Design-Guideline Strategies for High-Pressure/High-Temperature Equipment

As the need for oil and gas equipment working in hotter and higher-pressure environments continues to mount, the effort to develop an adequate set of design, material, and validation practices continues to be challenging. More-rigorous stress analysis and design methods that more closely model fast-fracture burst conditions are needed to achieve safe, reliable, and cost-effective equipment designs.

Introduction

As oilfield equipment is subjected to more-severe and longer periods of cyclic forces (internally from irregular wellbore flowing conditions or externally from metocean conditions), many agree that fatigue life and monitoring for these conditions has to be a part of the design equation. This fact is mentioned in the American Society of Mechanical Engineers (ASME) Boiler and Pressure Vessel Code, recognizing the two failure modes of a pressure vessel: leak before burst or a fast-fracture burst. Many oilfield design guidelines negated a need for fatigue analysis because of the long-standing practice of keeping maximum design loads and stresses well below two-thirds material yield strength, a practice that also keeps cyclic-loading issues well inside the “infinite” region on S/N curves in most cases. Unfortunately, this quasistatic design philosophy grows less accurate as the pressure vessel’s wall thicknesses grow or geometries become more complex when addressing high-pressure/high-temperature (HP/HT) conditions. As a result, many have turned to the ASME Boiler and Pressure Vessel Code for guidance. Divisions 2 and 3 of the ASME Code present alternative design methodologies to be considered as internal pressure and temperature increase. However, the designer, using the code, is still free to select which division to follow for his application.

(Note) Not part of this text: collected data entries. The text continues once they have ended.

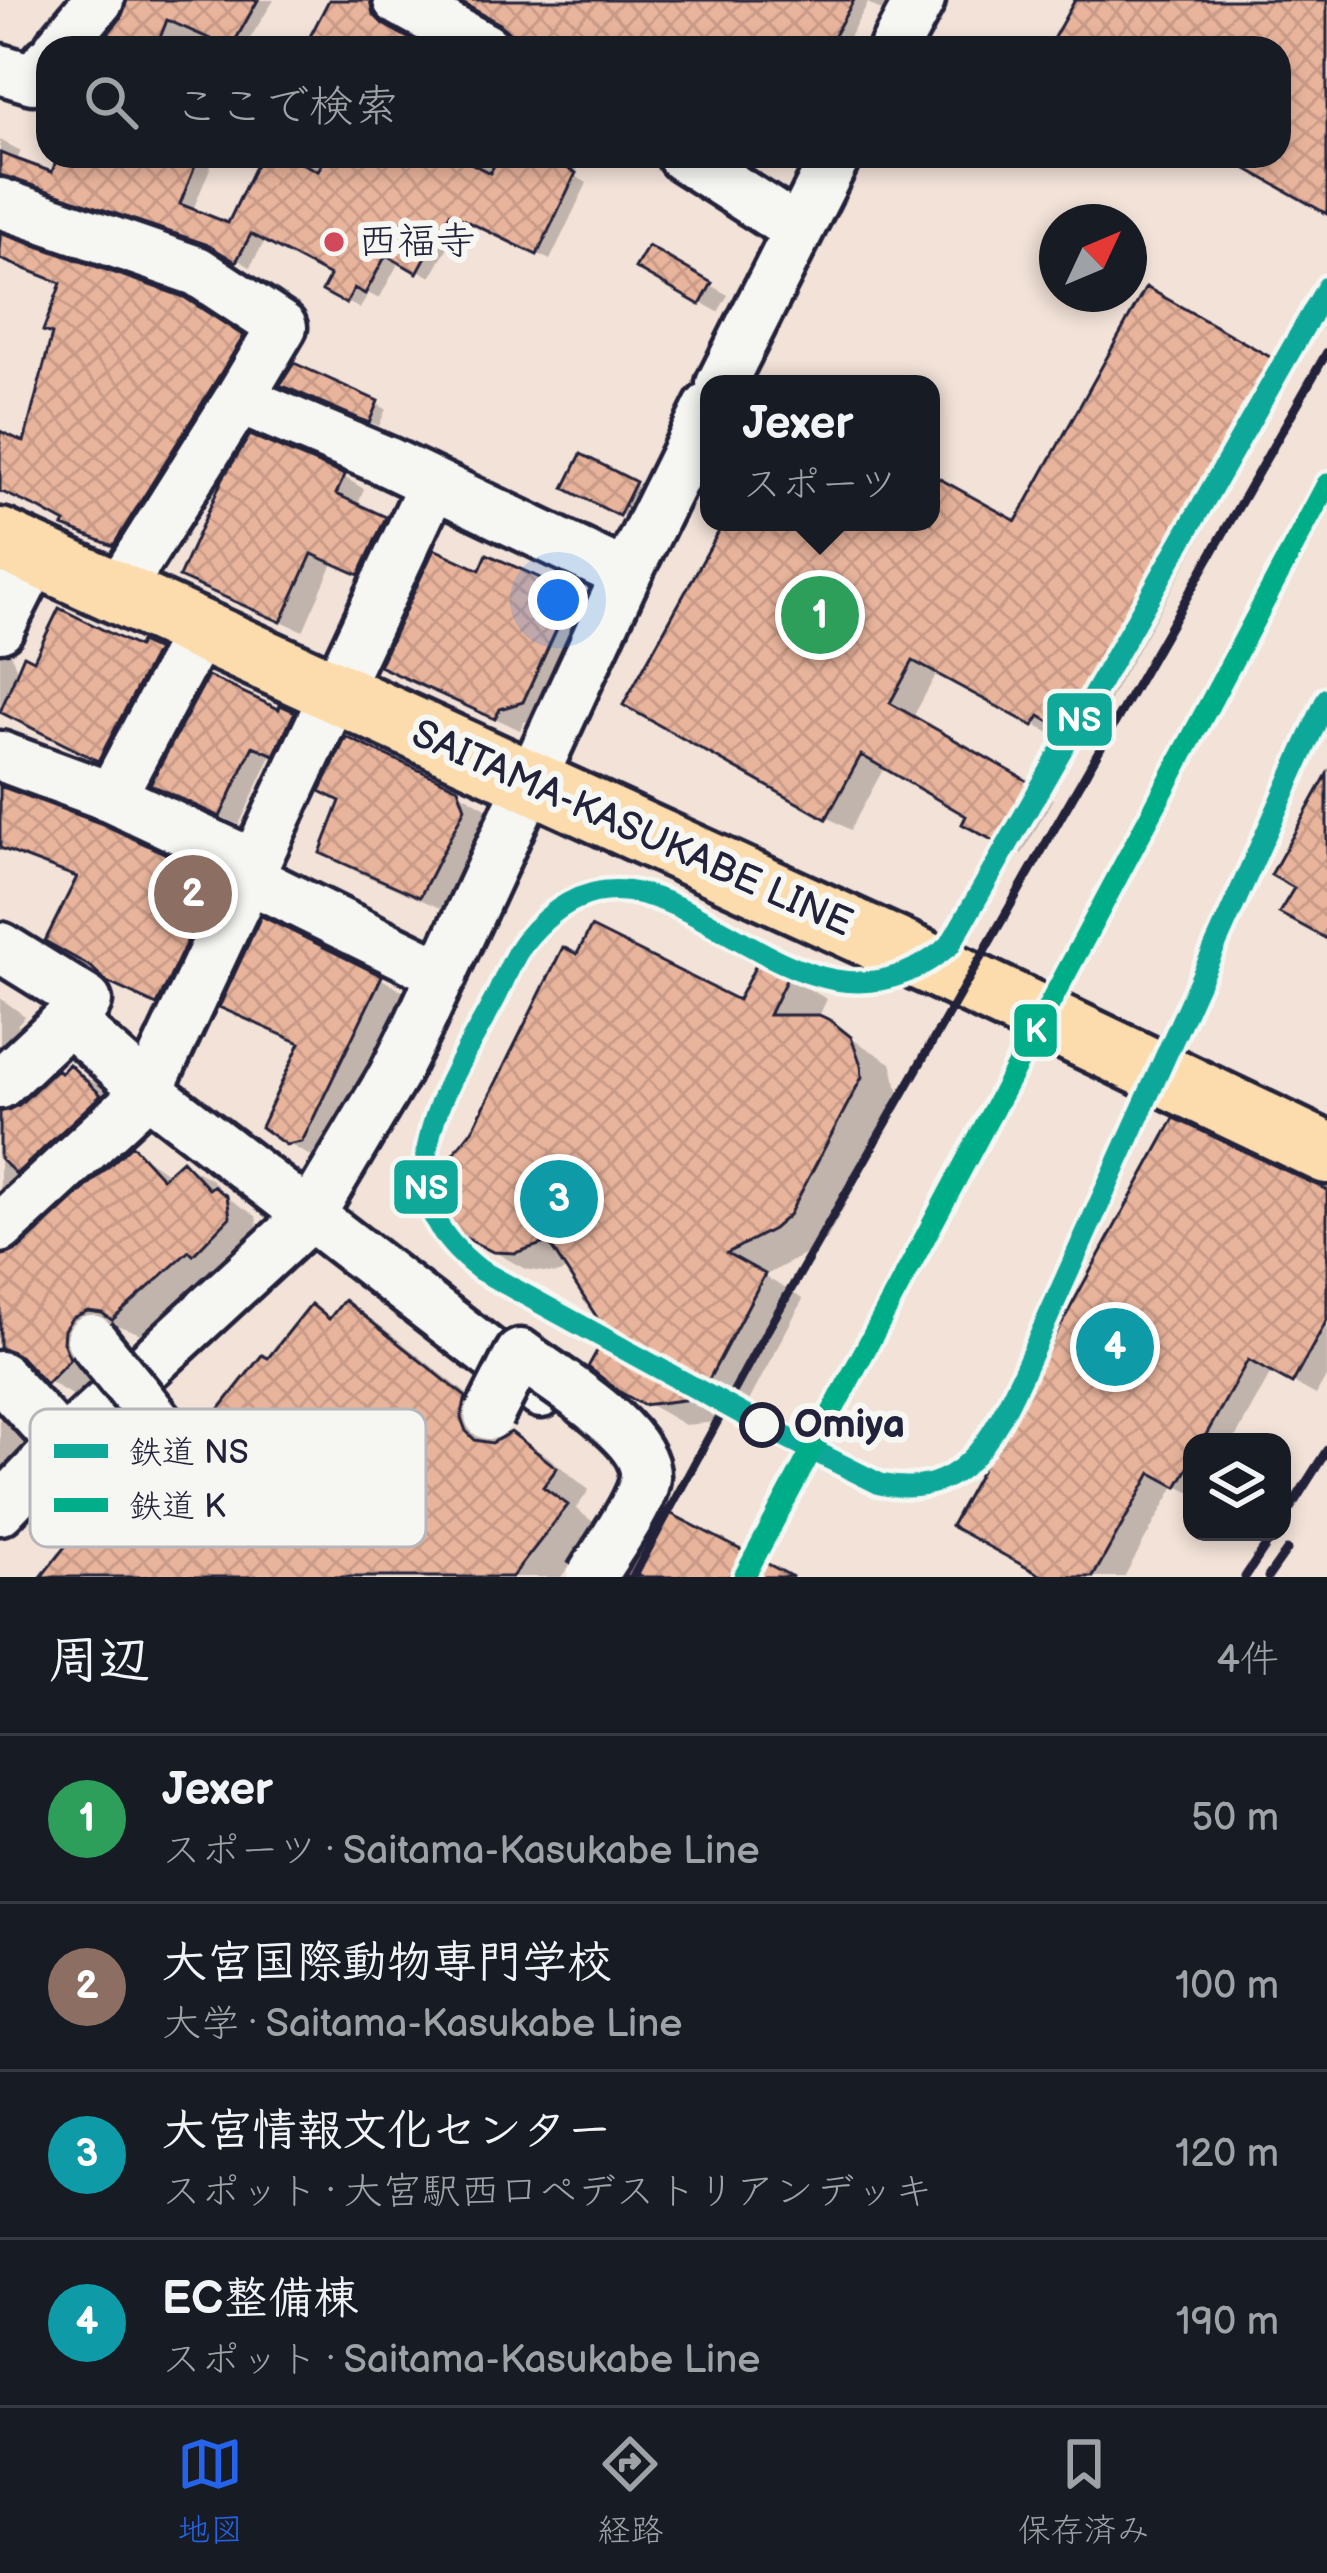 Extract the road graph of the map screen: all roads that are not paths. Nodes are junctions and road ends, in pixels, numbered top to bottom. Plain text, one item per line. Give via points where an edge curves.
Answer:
1 (98, 0) edge
2 (398, 0) edge
3 (920, 0) edge
4 (68, 36) edge
5 (463, 36) edge
6 (900, 36) edge
7 (0, 69) edge
8 (36, 75) edge
9 (701, 168) edge
10 (830, 168) edge
11 (0, 203) edge
12 (797, 230) junction
13 (725, 375) edge
14 (239, 399) junction
15 (700, 425) edge
16 (433, 484) junction
17 (18, 547) edge
18 (626, 575) junction
19 (117, 593) junction
20 (0, 627) edge
21 (199, 631) junction
22 (336, 695) junction
23 (0, 755) edge
24 (532, 783) junction
25 (111, 797) junction
26 (254, 872) junction
27 (0, 947) edge
28 (443, 974) junction
29 (68, 1020) junction
30 (0, 1084) edge
31 (148, 1091) junction
32 (1327, 1153) edge
33 (309, 1217) junction
34 (0, 1228) edge
35 (92, 1339) dead end
36 (0, 1376) edge
37 (31, 1409) edge
38 (101, 1409) edge
39 (148, 1409) edge
40 (489, 1415) dead end
41 (30, 1479) edge
42 (0, 1510) edge
43 (567, 1577) edge
44 (591, 1577) edge

1 - 4 street
2 - 5 street
3 - 6 street
7 - 8 street
9 - 12 street
10 - 12 street
11 - 14 street via 197,272 281,327
12 - 13 street
14 - 16 street
14 - 19 street
15 - 18 street
16 - 18 street
16 - 22 street
17 - 19 main road, SAITAMA-KASUKABE LINE
17 - 20 street
18 - 24 street
19 - 21 main road, SAITAMA-KASUKABE LINE
21 - 22 main road, SAITAMA-KASUKABE LINE
21 - 25 street
22 - 24 main road, SAITAMA-KASUKABE LINE
22 - 26 street
23 - 25 street
24 - 28 street
24 - 32 main road, SAITAMA-KASUKABE LINE
25 - 26 street
26 - 28 street
26 - 31 street
27 - 29 street via 87,1001
28 - 33 street
29 - 30 street
29 - 31 street
31 - 33 street
31 - 34 street
33 - 38 street
33 - 43 street via 620,1458 626,1485
35 - 39 street, bridge
36 - 37 street
40 - 44 street, bridge via 514,1350 607,1419 640,1456 639,1495
41 - 42 street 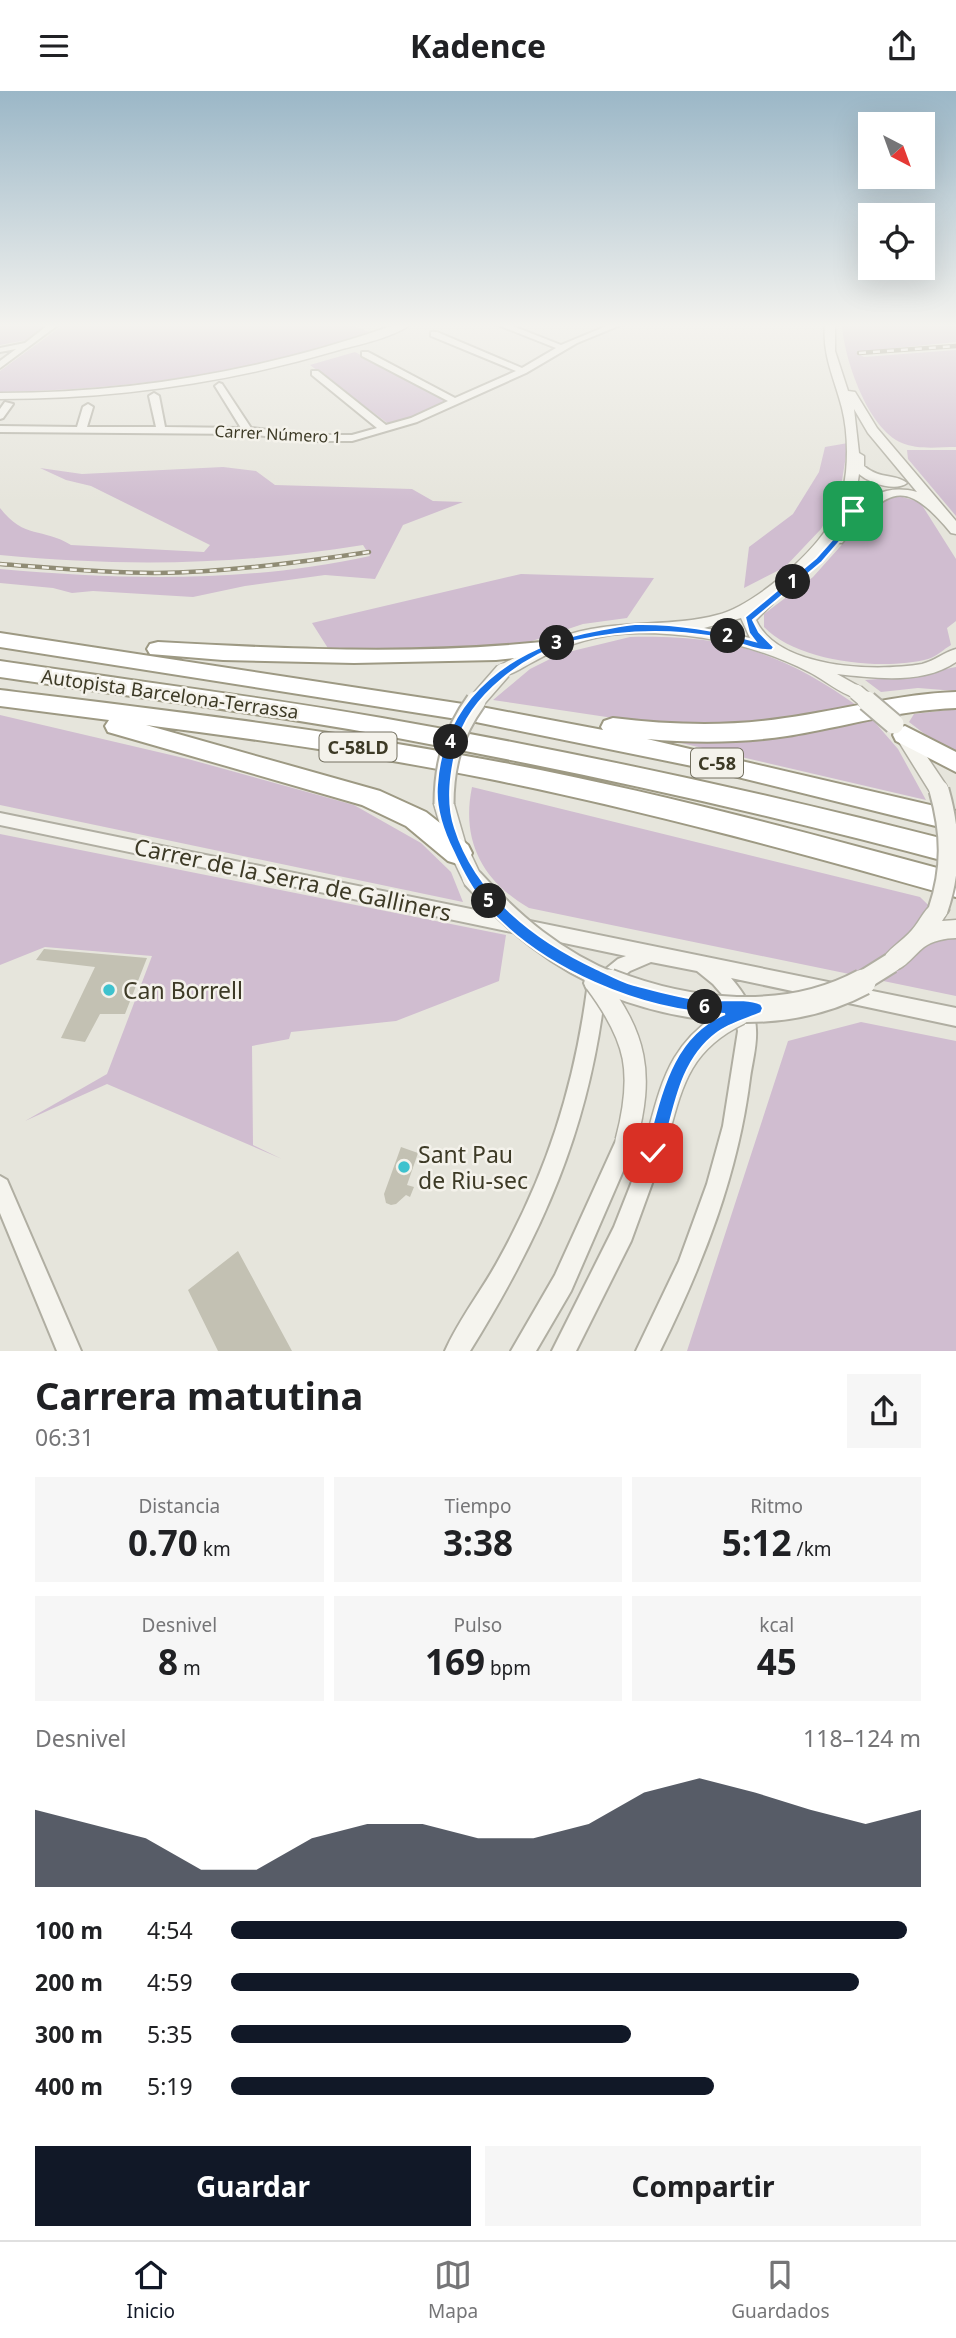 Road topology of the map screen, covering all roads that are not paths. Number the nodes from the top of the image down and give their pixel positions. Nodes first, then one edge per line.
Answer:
1 (157, 384) edge
2 (329, 384) edge
3 (421, 384) edge
4 (495, 384) edge
5 (839, 384) edge
6 (846, 384) edge
7 (219, 386) dead end
8 (847, 388) junction
9 (154, 396) dead end
10 (3, 398) edge
11 (456, 402) junction
12 (88, 407) dead end
13 (849, 411) junction
14 (0, 416) edge
15 (0, 429) edge
16 (385, 429) junction
17 (161, 430) junction
18 (81, 431) junction
19 (248, 431) junction
20 (908, 470) junction
21 (868, 477) junction
22 (926, 499) junction
23 (956, 530) edge
24 (956, 538) edge
25 (837, 540) junction
26 (742, 617) junction
27 (675, 628) junction
28 (5, 641) edge
29 (769, 647) junction
30 (542, 649) junction
31 (956, 654) edge
32 (812, 665) junction
33 (0, 669) edge
34 (0, 700) edge
35 (956, 700) edge
36 (476, 714) junction
37 (900, 730) junction
38 (956, 763) edge
39 (0, 819) edge
40 (956, 821) edge
41 (458, 853) junction
42 (956, 853) edge
43 (956, 885) edge
44 (956, 929) edge
45 (541, 930) junction
46 (919, 938) junction
47 (653, 953) junction
48 (698, 963) junction
49 (593, 983) junction
50 (809, 986) junction
51 (756, 1008) junction
52 (956, 1017) edge
53 (747, 1031) junction
54 (0, 1187) edge
55 (69, 1351) edge
56 (457, 1351) edge
57 (523, 1351) edge
58 (564, 1351) edge
59 (648, 1351) edge

1 - 10 street
2 - 16 street
3 - 11 street
4 - 11 street, Carrer Número 1
5 - 13 street
6 - 8 street
7 - 19 street
8 - 20 street
8 - 21 street
9 - 17 street
10 - 14 street
11 - 16 street, Carrer Número 1
12 - 18 street
13 - 21 street
13 - 26 street
15 - 18 street, Carrer Número 1
16 - 19 street, Carrer Número 1
17 - 18 street, Carrer Número 1
17 - 19 street, Carrer Número 1
20 - 21 street
20 - 22 street
21 - 25 street
22 - 23 street
22 - 24 street
22 - 25 street
25 - 26 street
26 - 27 street
26 - 29 street
27 - 29 street
27 - 30 street
28 - 30 highway
28 - 36 highway, Autopista Barcelona-Terrassa / C-58
29 - 32 street
30 - 41 street, bridge
31 - 32 street
32 - 37 street, bridge
33 - 42 highway, Autopista Barcelona-Terrassa / C-58
34 - 41 highway
34 - 43 highway, C-58LD
35 - 36 highway
36 - 40 highway, Autopista Barcelona-Terrassa / C-58
37 - 38 highway
37 - 46 street, bridge
39 - 45 street, Carrer de la Serra de Galliners
41 - 49 street, bridge
44 - 46 street
45 - 47 street, Carrer de la Serra de Galliners
45 - 49 street
46 - 51 street, bridge
47 - 48 street, Carrer de la Serra de Galliners
47 - 49 street
48 - 50 street, Carrer de la Serra de Galliners
48 - 53 street
49 - 51 street, bridge
49 - 56 street
49 - 57 street, bridge
50 - 52 street, Carrer de la Serra de Galliners
50 - 53 street
51 - 58 street, bridge
53 - 59 street
54 - 55 street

The American Petroleum Institute (API) has long followed a subset of Division 2 of the ASME Code, but it now recognizes many shortcomings as one considers HP/HT conditions. The published technical report only cites the current state of the art and discusses the issues to be tackled. Many observers agree that leaving the issue to so-called “sound engineering judgment” would result in many variations of opinion between operators and manufacturers, likely resulting in inefficiency and repeated tasks. Current efforts address two options: extending current API design practices to higher pressure ratings or establishing a demarcation when different design practices are needed.

Once the designer crosses from Division 2 to Division 3, the scope and duration of design calculations, the qualifying of materials with mechanical performance at higher temperatures and more-corrosive environments, and the number of validation tests and individual test times of HP/HT hardware would increase exponentially. However, this is not a hard and fast rule; again, ASME leaves the choice between Divisions 2 and 3 to the designer.

Pressure-Vessel Design

API 6A describes two methods of verifying the design of bodies, bonnets, and end connections: linear-elastic-stress analysis and the distortion-energy theory. Linear-elastic-stress analysis involves manual calculations or computer analysis to determine stress levels, followed by stress categorization and comparison with allowable stress limits to determine if a particular design is sufficient. However, ASME VIII Division 2 itself spells out the limitations of this method, explaining that it should not be used for heavy-wall pressure vessels because it can yield nonconservative results. It also states that this method is not accurate for complex geometry or complex loading. ASME VIII Division 3 limits the use of this method to thin-wall construction.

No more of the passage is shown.